◆ MATERIAL PROVIDED
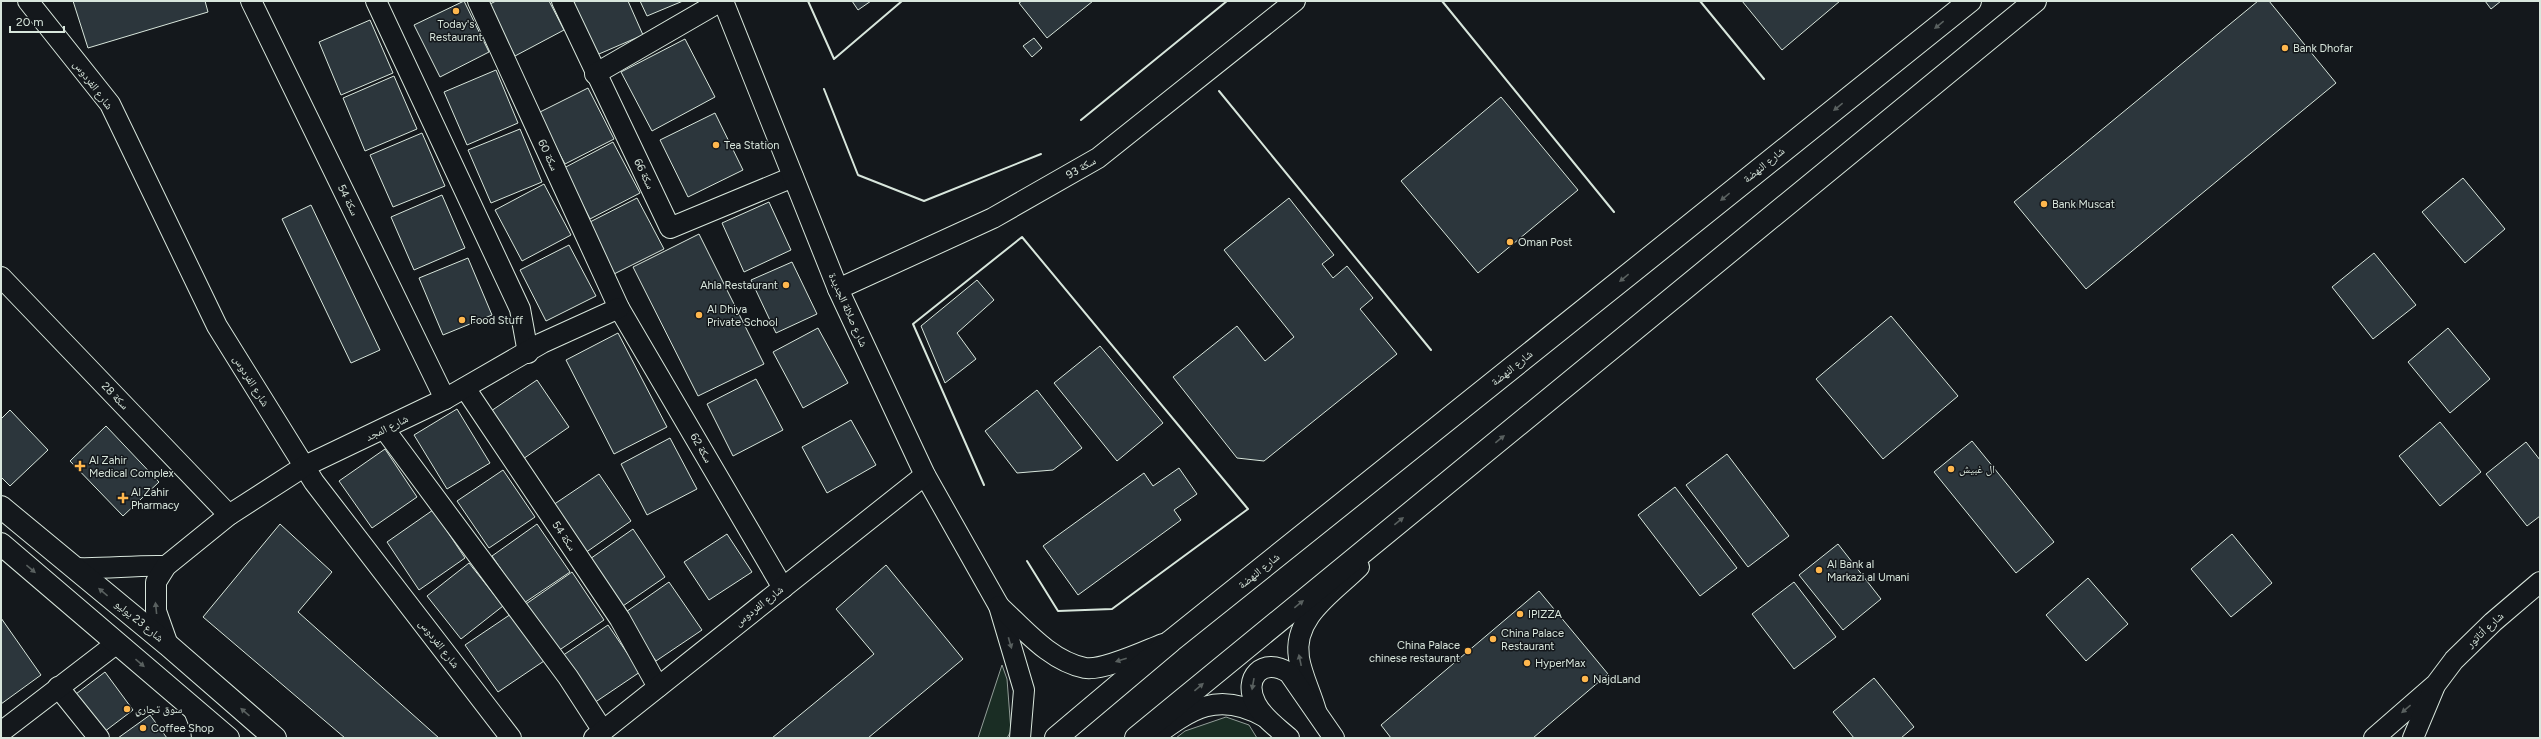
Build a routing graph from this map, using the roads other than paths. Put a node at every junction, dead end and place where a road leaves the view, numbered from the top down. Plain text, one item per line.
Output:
1 (28, 1) edge
2 (251, 1) edge
3 (478, 1) edge
4 (562, 1) edge
5 (722, 1) edge
6 (1295, 1) edge
7 (1970, 1) edge
8 (2035, 1) edge
9 (383, 4) edge
10 (595, 74) junction
11 (793, 177) junction
12 (1, 277) edge
13 (838, 289) junction
14 (619, 308) junction
15 (528, 353) junction
16 (465, 388) junction
17 (445, 400) junction
18 (385, 430) junction
19 (305, 466) junction
20 (925, 475) junction
21 (1, 507) edge
22 (229, 515) junction
23 (1378, 539) junction
24 (1, 544) edge
25 (166, 566) junction
26 (76, 568) junction
27 (2540, 582) edge
28 (783, 588) junction
29 (999, 606) junction
30 (1170, 641) junction
31 (116, 643) junction
32 (168, 645) junction
33 (2436, 684) junction
34 (58, 687) junction
35 (658, 687) junction
36 (193, 708) junction
37 (1316, 711) junction
38 (1269, 719) junction
39 (4, 731) edge
40 (599, 734) edge
41 (99, 738) edge
42 (202, 738) edge
43 (228, 738) edge
44 (275, 738) edge
45 (511, 738) edge
46 (1020, 738) edge
47 (1056, 738) edge
48 (1136, 738) edge
49 (1152, 738) edge
50 (1289, 738) edge
51 (1334, 738) edge
52 (2374, 738) edge
53 (2413, 738) edge

1 - 19 street, شارع الفردوس
2 - 17 street, سكة 54
3 - 14 street, سكة 60
4 - 10 street, سكة 66
5 - 10 street
5 - 11 street, شارع صلالة الجديدة
6 - 13 street, سكة 93
7 -> 30 main road, شارع النهضة
23 -> 8 main road
9 - 15 street
10 - 11 street, سكة 66
11 - 13 street, شارع صلالة الجديدة
12 - 22 street, سكة 28
13 - 20 street, شارع صلالة الجديدة
14 - 15 street, شارع المجد
14 - 28 street, سكة 62
15 - 16 street, شارع المجد
16 - 17 street, شارع المجد
16 - 35 street, سكة 54
17 - 18 street, شارع المجد
18 - 19 street, شارع المجد
18 - 40 street
19 - 22 street, شارع المجد
19 - 45 street, شارع الفردوس
20 - 28 street, شارع الفردوس
20 - 29 street, شارع صلالة الجديدة
21 - 26 main road, شارع 23 يوليو
22 - 25 street, شارع المجد
37 -> 23 street
48 -> 23 main road
24 -> 31 main road
25 - 26 street
32 -> 25 street, شارع المجد
32 -> 26 main road, شارع 23 يوليو
27 - 33 street, شارع أتاتور
28 - 35 street, شارع الفردوس
30 -> 29 street, شارع صلالة الجديدة
29 -> 46 street, شارع صلالة الجديدة
30 - 47 main road, شارع النهضة
31 - 34 street
31 -> 36 main road
44 -> 32 main road, شارع 23 يوليو
33 -> 52 street, شارع أتاتور
33 - 53 street, شارع أتاتور
34 - 39 street
34 - 41 street
35 - 40 street, شارع الفردوس
36 - 42 street
36 - 43 main road
37 -> 38 street
37 - 51 street
38 - 49 street
38 - 50 street

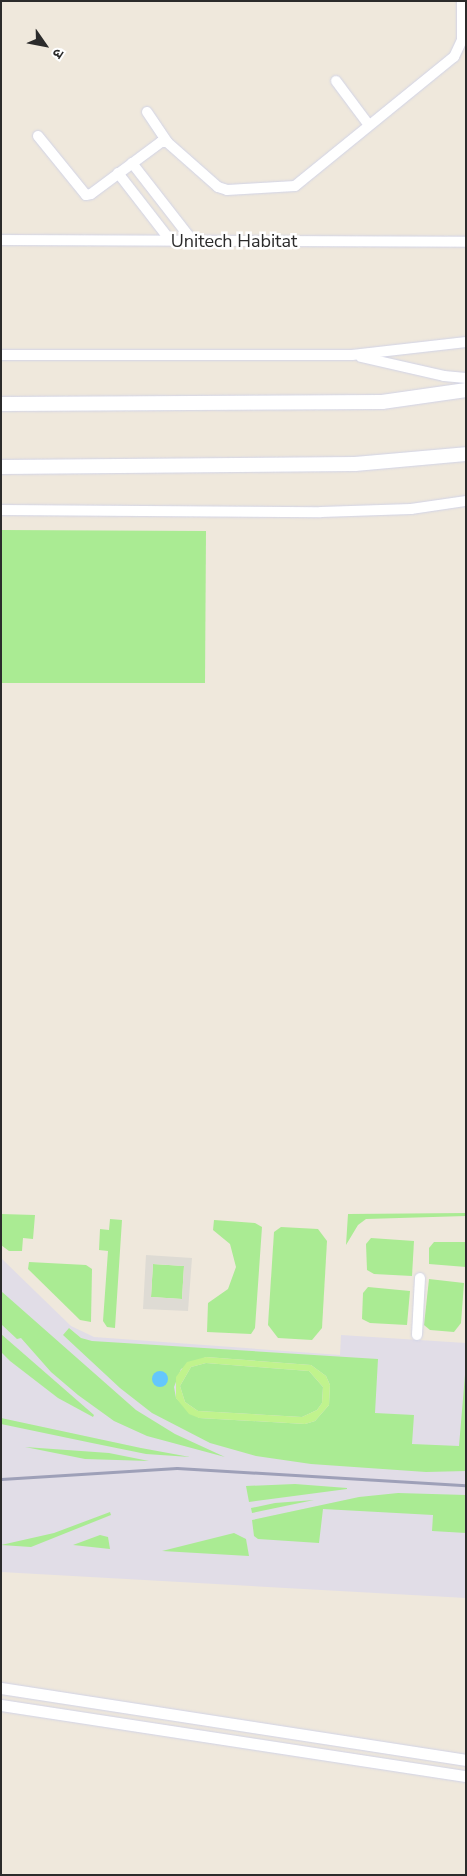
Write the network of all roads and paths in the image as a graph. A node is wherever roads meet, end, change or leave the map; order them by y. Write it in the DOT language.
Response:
graph roads {
  1 [pos="462,1"];
  2 [pos="336,81"];
  3 [pos="147,112"];
  4 [pos="368,124"];
  5 [pos="38,136"];
  6 [pos="167,142"];
  7 [pos="132,163"];
  8 [pos="118,173"];
  9 [pos="1,240"];
  10 [pos="170,240"];
  11 [pos="192,240"];
  12 [pos="466,242"];
  13 [pos="466,342"];
  14 [pos="1,355"];
  15 [pos="352,355"];
  16 [pos="466,378"];
  17 [pos="466,390"];
  18 [pos="1,404"];
  19 [pos="466,454"];
  20 [pos="1,467"];
  21 [pos="466,501"];
  22 [pos="1,510"];
  23 [pos="420,1278"];
  24 [pos="416,1334"];
  25 [pos="1,1688"];
  26 [pos="1,1705"];
  27 [pos="466,1760"];
  28 [pos="466,1776"];
  1 -- 4 [label="street"];
  2 -- 4 [label="street"];
  3 -- 6 [label="street"];
  4 -- 6 [label="street"];
  5 -- 8 [label="street"];
  6 -- 7 [label="street"];
  7 -- 8 [label="street"];
  7 -- 11 [label="street"];
  8 -- 10 [label="street"];
  9 -- 10 [label="street, Unitech Habitat"];
  10 -- 11 [label="street, Unitech Habitat"];
  11 -- 12 [label="street, Unitech Habitat"];
  13 -- 15 [label="street"];
  14 -- 15 [label="street"];
  15 -- 16 [label="street"];
  17 -- 18 [label="main road"];
  19 -- 20 [label="main road"];
  21 -- 22 [label="street"];
  23 -- 24 [label="street"];
  25 -- 27 [label="street"];
  26 -- 28 [label="street"];
}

◆ TASK ITEM
Would you please repeat all the data word for word, but without the pictures?

◆ ANSWER FOR THE TASK
Build a routing graph from this map, using the roads other than paths. Put a node at every junction, dead end and place where a road leaves the view, numbered from the top down. Plain text, one item per line.
Output:
1 (28, 1) edge
2 (251, 1) edge
3 (478, 1) edge
4 (562, 1) edge
5 (722, 1) edge
6 (1295, 1) edge
7 (1970, 1) edge
8 (2035, 1) edge
9 (383, 4) edge
10 (595, 74) junction
11 (793, 177) junction
12 (1, 277) edge
13 (838, 289) junction
14 (619, 308) junction
15 (528, 353) junction
16 (465, 388) junction
17 (445, 400) junction
18 (385, 430) junction
19 (305, 466) junction
20 (925, 475) junction
21 (1, 507) edge
22 (229, 515) junction
23 (1378, 539) junction
24 (1, 544) edge
25 (166, 566) junction
26 (76, 568) junction
27 (2540, 582) edge
28 (783, 588) junction
29 (999, 606) junction
30 (1170, 641) junction
31 (116, 643) junction
32 (168, 645) junction
33 (2436, 684) junction
34 (58, 687) junction
35 (658, 687) junction
36 (193, 708) junction
37 (1316, 711) junction
38 (1269, 719) junction
39 (4, 731) edge
40 (599, 734) edge
41 (99, 738) edge
42 (202, 738) edge
43 (228, 738) edge
44 (275, 738) edge
45 (511, 738) edge
46 (1020, 738) edge
47 (1056, 738) edge
48 (1136, 738) edge
49 (1152, 738) edge
50 (1289, 738) edge
51 (1334, 738) edge
52 (2374, 738) edge
53 (2413, 738) edge

1 - 19 street, شارع الفردوس
2 - 17 street, سكة 54
3 - 14 street, سكة 60
4 - 10 street, سكة 66
5 - 10 street
5 - 11 street, شارع صلالة الجديدة
6 - 13 street, سكة 93
7 -> 30 main road, شارع النهضة
23 -> 8 main road
9 - 15 street
10 - 11 street, سكة 66
11 - 13 street, شارع صلالة الجديدة
12 - 22 street, سكة 28
13 - 20 street, شارع صلالة الجديدة
14 - 15 street, شارع المجد
14 - 28 street, سكة 62
15 - 16 street, شارع المجد
16 - 17 street, شارع المجد
16 - 35 street, سكة 54
17 - 18 street, شارع المجد
18 - 19 street, شارع المجد
18 - 40 street
19 - 22 street, شارع المجد
19 - 45 street, شارع الفردوس
20 - 28 street, شارع الفردوس
20 - 29 street, شارع صلالة الجديدة
21 - 26 main road, شارع 23 يوليو
22 - 25 street, شارع المجد
37 -> 23 street
48 -> 23 main road
24 -> 31 main road
25 - 26 street
32 -> 25 street, شارع المجد
32 -> 26 main road, شارع 23 يوليو
27 - 33 street, شارع أتاتور
28 - 35 street, شارع الفردوس
30 -> 29 street, شارع صلالة الجديدة
29 -> 46 street, شارع صلالة الجديدة
30 - 47 main road, شارع النهضة
31 - 34 street
31 -> 36 main road
44 -> 32 main road, شارع 23 يوليو
33 -> 52 street, شارع أتاتور
33 - 53 street, شارع أتاتور
34 - 39 street
34 - 41 street
35 - 40 street, شارع الفردوس
36 - 42 street
36 - 43 main road
37 -> 38 street
37 - 51 street
38 - 49 street
38 - 50 street

Write the network of all roads and paths in the image as a graph. A node is wherever roads meet, end, change or leave the map; order them by y. Write it in the DOT language.
Response:
graph roads {
  1 [pos="462,1"];
  2 [pos="336,81"];
  3 [pos="147,112"];
  4 [pos="368,124"];
  5 [pos="38,136"];
  6 [pos="167,142"];
  7 [pos="132,163"];
  8 [pos="118,173"];
  9 [pos="1,240"];
  10 [pos="170,240"];
  11 [pos="192,240"];
  12 [pos="466,242"];
  13 [pos="466,342"];
  14 [pos="1,355"];
  15 [pos="352,355"];
  16 [pos="466,378"];
  17 [pos="466,390"];
  18 [pos="1,404"];
  19 [pos="466,454"];
  20 [pos="1,467"];
  21 [pos="466,501"];
  22 [pos="1,510"];
  23 [pos="420,1278"];
  24 [pos="416,1334"];
  25 [pos="1,1688"];
  26 [pos="1,1705"];
  27 [pos="466,1760"];
  28 [pos="466,1776"];
  1 -- 4 [label="street"];
  2 -- 4 [label="street"];
  3 -- 6 [label="street"];
  4 -- 6 [label="street"];
  5 -- 8 [label="street"];
  6 -- 7 [label="street"];
  7 -- 8 [label="street"];
  7 -- 11 [label="street"];
  8 -- 10 [label="street"];
  9 -- 10 [label="street, Unitech Habitat"];
  10 -- 11 [label="street, Unitech Habitat"];
  11 -- 12 [label="street, Unitech Habitat"];
  13 -- 15 [label="street"];
  14 -- 15 [label="street"];
  15 -- 16 [label="street"];
  17 -- 18 [label="main road"];
  19 -- 20 [label="main road"];
  21 -- 22 [label="street"];
  23 -- 24 [label="street"];
  25 -- 27 [label="street"];
  26 -- 28 [label="street"];
}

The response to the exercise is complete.